When the archetypal natures of these two planets, Uranus and Neptune, come into relationship with each other, personal and world events with increasing frequency tend to reflect their combined energies. Repeatedly throughout the world’s cultural history Uranus-Neptune alignments correlate with

widespread spiritual awakenings, the birth of new religious movements, cultural renaissances, the emergence of new philosophical perspectives, rebirths of idealism, sudden shifts in a culture’s cosmological and metaphysical vision, rapid collective changes in psychological understanding and interior sensibility . . . and epochal shifts in a culture’s artistic imagination.[7]
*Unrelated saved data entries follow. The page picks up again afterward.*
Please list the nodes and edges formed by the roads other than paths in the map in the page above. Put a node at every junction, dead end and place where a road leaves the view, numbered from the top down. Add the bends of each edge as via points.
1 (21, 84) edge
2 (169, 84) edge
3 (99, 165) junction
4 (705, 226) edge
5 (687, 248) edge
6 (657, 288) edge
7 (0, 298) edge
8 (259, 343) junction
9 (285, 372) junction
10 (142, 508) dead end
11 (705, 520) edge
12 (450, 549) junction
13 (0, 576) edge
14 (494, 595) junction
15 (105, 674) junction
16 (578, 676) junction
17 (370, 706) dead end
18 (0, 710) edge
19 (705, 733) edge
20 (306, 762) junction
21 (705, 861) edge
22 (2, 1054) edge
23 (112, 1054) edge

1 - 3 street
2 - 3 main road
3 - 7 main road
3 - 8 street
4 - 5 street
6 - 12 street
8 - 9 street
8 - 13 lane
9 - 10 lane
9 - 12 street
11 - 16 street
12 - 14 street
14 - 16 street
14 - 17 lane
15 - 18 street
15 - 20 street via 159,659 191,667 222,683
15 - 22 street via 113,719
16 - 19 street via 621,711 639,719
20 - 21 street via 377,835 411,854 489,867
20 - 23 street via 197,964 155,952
The first couple of decades of the twentieth century, when the Uranus-Neptune opposition was in effect, was a period of tremendous cultural and artistic innovation and creativity. As Sonu Shamdasani, the editor of The Red Book, writes, “On all sides, individuals were searching for new forms with which to depict the actualities of inner experience, in a quest for spiritual and cultural renewal.”[8] Jung’s and Tolkien’s unexpected awakenings to active imagination and fantasy, and their subsequent outpourings of creative genius, perfectly exemplify the characteristic manifestations of Uranus-Neptune alignments. In Jung’s words, “Our age is seeking a new spring of life. I found one and drank of it and the water tasted good.”[9] His use here of liquid metaphors and symbols—spring, drank, water—are particularly characteristic of the Neptune archetype.

Uranus-Neptune alignments also correlate with “cosmic epiphany” and the “birth of new forms of artistic expression,”[10] which can be seen in the unique artistic format of Jung’s Red Book, and the new languages and mythological composition of Tolkien’s cosmogonic cycles.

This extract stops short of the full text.